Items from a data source
◇ ◇ ◇ ◇ ◇ ◇ ◇

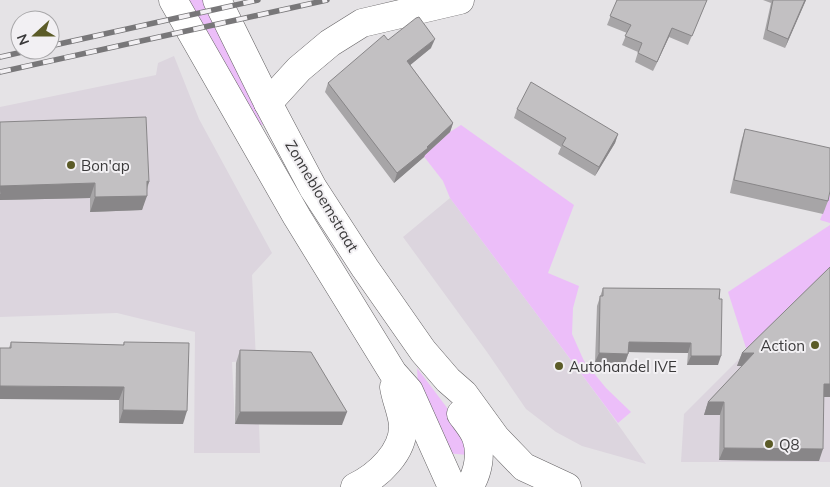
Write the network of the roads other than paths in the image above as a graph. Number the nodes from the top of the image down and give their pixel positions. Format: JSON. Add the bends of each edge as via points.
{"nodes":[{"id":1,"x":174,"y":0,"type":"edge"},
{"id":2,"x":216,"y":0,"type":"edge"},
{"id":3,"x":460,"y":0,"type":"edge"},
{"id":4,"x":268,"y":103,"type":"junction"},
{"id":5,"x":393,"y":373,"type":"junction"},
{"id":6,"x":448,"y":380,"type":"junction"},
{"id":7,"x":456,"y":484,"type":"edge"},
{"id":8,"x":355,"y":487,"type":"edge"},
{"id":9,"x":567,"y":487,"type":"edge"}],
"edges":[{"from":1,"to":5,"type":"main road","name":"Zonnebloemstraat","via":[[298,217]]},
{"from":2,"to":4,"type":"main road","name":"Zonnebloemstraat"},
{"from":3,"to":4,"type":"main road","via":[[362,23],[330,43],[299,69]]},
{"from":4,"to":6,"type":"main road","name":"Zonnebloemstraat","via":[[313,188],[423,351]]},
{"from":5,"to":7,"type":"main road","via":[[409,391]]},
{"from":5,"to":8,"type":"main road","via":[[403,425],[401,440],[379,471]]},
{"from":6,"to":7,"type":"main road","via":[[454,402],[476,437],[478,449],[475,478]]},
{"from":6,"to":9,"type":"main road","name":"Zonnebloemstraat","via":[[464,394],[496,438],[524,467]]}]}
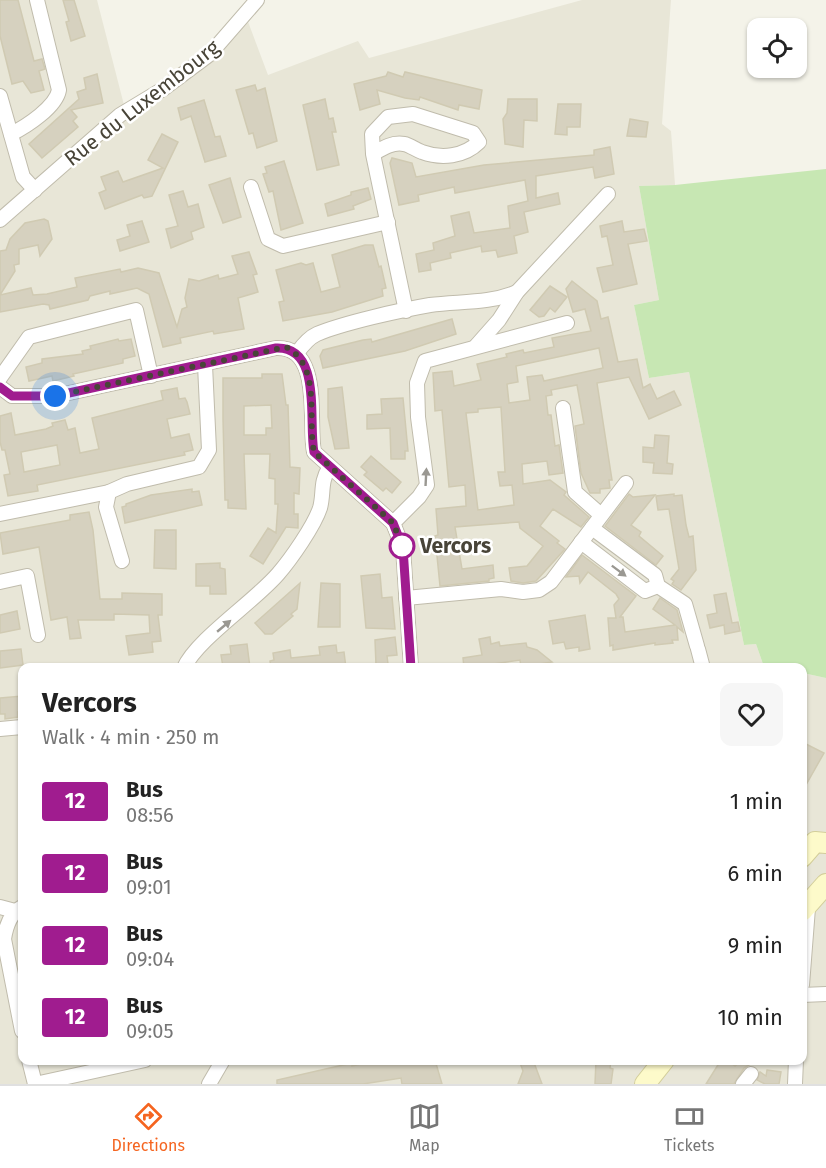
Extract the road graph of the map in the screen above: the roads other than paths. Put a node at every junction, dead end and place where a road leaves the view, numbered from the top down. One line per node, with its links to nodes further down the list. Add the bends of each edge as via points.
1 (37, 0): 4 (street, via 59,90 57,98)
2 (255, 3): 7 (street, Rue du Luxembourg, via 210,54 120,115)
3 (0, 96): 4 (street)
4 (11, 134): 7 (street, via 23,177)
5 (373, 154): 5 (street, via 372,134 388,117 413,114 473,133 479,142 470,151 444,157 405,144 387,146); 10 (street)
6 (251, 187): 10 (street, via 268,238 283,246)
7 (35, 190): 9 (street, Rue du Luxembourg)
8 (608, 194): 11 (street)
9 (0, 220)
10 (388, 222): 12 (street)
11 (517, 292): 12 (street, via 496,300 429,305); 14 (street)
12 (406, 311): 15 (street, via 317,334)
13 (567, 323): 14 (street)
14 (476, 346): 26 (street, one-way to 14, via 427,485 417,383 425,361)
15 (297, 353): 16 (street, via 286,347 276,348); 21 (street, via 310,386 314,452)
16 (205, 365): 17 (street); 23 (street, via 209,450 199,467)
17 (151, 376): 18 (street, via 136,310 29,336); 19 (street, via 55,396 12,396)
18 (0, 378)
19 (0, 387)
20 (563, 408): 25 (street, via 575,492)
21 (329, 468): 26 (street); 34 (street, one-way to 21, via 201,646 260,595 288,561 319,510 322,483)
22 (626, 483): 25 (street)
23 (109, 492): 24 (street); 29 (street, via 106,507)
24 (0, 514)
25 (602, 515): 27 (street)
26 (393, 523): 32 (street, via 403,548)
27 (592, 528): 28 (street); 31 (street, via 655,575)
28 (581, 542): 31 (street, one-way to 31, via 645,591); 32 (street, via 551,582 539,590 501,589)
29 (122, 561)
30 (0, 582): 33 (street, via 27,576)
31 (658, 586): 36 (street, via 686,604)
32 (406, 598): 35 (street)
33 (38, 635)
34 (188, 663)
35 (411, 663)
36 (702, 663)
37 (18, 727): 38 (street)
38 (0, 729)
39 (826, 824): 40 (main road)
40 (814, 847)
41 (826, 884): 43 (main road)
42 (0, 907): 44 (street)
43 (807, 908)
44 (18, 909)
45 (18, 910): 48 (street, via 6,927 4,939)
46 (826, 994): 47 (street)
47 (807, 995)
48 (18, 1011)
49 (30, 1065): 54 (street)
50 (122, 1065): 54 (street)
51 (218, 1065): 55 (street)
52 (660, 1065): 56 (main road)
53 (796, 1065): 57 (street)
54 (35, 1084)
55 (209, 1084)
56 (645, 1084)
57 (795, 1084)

◇ ◇ ◇ ◇ ◇ ◇ ◇

What you will do: Without the pictures, copy all of the entries exactly as they appear.

Solution to this problem:
Write the network of the roads other than paths in the image above as a graph. Number the nodes from the top of the image down and give their pixel positions. Format: JSON. Add the bends of each edge as via points.
{"nodes":[{"id":1,"x":174,"y":0,"type":"edge"},
{"id":2,"x":216,"y":0,"type":"edge"},
{"id":3,"x":460,"y":0,"type":"edge"},
{"id":4,"x":268,"y":103,"type":"junction"},
{"id":5,"x":393,"y":373,"type":"junction"},
{"id":6,"x":448,"y":380,"type":"junction"},
{"id":7,"x":456,"y":484,"type":"edge"},
{"id":8,"x":355,"y":487,"type":"edge"},
{"id":9,"x":567,"y":487,"type":"edge"}],
"edges":[{"from":1,"to":5,"type":"main road","name":"Zonnebloemstraat","via":[[298,217]]},
{"from":2,"to":4,"type":"main road","name":"Zonnebloemstraat"},
{"from":3,"to":4,"type":"main road","via":[[362,23],[330,43],[299,69]]},
{"from":4,"to":6,"type":"main road","name":"Zonnebloemstraat","via":[[313,188],[423,351]]},
{"from":5,"to":7,"type":"main road","via":[[409,391]]},
{"from":5,"to":8,"type":"main road","via":[[403,425],[401,440],[379,471]]},
{"from":6,"to":7,"type":"main road","via":[[454,402],[476,437],[478,449],[475,478]]},
{"from":6,"to":9,"type":"main road","name":"Zonnebloemstraat","via":[[464,394],[496,438],[524,467]]}]}
Extract the road graph of the map in the screen above: the roads other than paths. Put a node at every junction, dead end and place where a road leaves the view, numbered from the top down. One line per node, with its links to nodes further down the list. Add the bends of each edge as via points.
1 (37, 0): 4 (street, via 59,90 57,98)
2 (255, 3): 7 (street, Rue du Luxembourg, via 210,54 120,115)
3 (0, 96): 4 (street)
4 (11, 134): 7 (street, via 23,177)
5 (373, 154): 5 (street, via 372,134 388,117 413,114 473,133 479,142 470,151 444,157 405,144 387,146); 10 (street)
6 (251, 187): 10 (street, via 268,238 283,246)
7 (35, 190): 9 (street, Rue du Luxembourg)
8 (608, 194): 11 (street)
9 (0, 220)
10 (388, 222): 12 (street)
11 (517, 292): 12 (street, via 496,300 429,305); 14 (street)
12 (406, 311): 15 (street, via 317,334)
13 (567, 323): 14 (street)
14 (476, 346): 26 (street, one-way to 14, via 427,485 417,383 425,361)
15 (297, 353): 16 (street, via 286,347 276,348); 21 (street, via 310,386 314,452)
16 (205, 365): 17 (street); 23 (street, via 209,450 199,467)
17 (151, 376): 18 (street, via 136,310 29,336); 19 (street, via 55,396 12,396)
18 (0, 378)
19 (0, 387)
20 (563, 408): 25 (street, via 575,492)
21 (329, 468): 26 (street); 34 (street, one-way to 21, via 201,646 260,595 288,561 319,510 322,483)
22 (626, 483): 25 (street)
23 (109, 492): 24 (street); 29 (street, via 106,507)
24 (0, 514)
25 (602, 515): 27 (street)
26 (393, 523): 32 (street, via 403,548)
27 (592, 528): 28 (street); 31 (street, via 655,575)
28 (581, 542): 31 (street, one-way to 31, via 645,591); 32 (street, via 551,582 539,590 501,589)
29 (122, 561)
30 (0, 582): 33 (street, via 27,576)
31 (658, 586): 36 (street, via 686,604)
32 (406, 598): 35 (street)
33 (38, 635)
34 (188, 663)
35 (411, 663)
36 (702, 663)
37 (18, 727): 38 (street)
38 (0, 729)
39 (826, 824): 40 (main road)
40 (814, 847)
41 (826, 884): 43 (main road)
42 (0, 907): 44 (street)
43 (807, 908)
44 (18, 909)
45 (18, 910): 48 (street, via 6,927 4,939)
46 (826, 994): 47 (street)
47 (807, 995)
48 (18, 1011)
49 (30, 1065): 54 (street)
50 (122, 1065): 54 (street)
51 (218, 1065): 55 (street)
52 (660, 1065): 56 (main road)
53 (796, 1065): 57 (street)
54 (35, 1084)
55 (209, 1084)
56 (645, 1084)
57 (795, 1084)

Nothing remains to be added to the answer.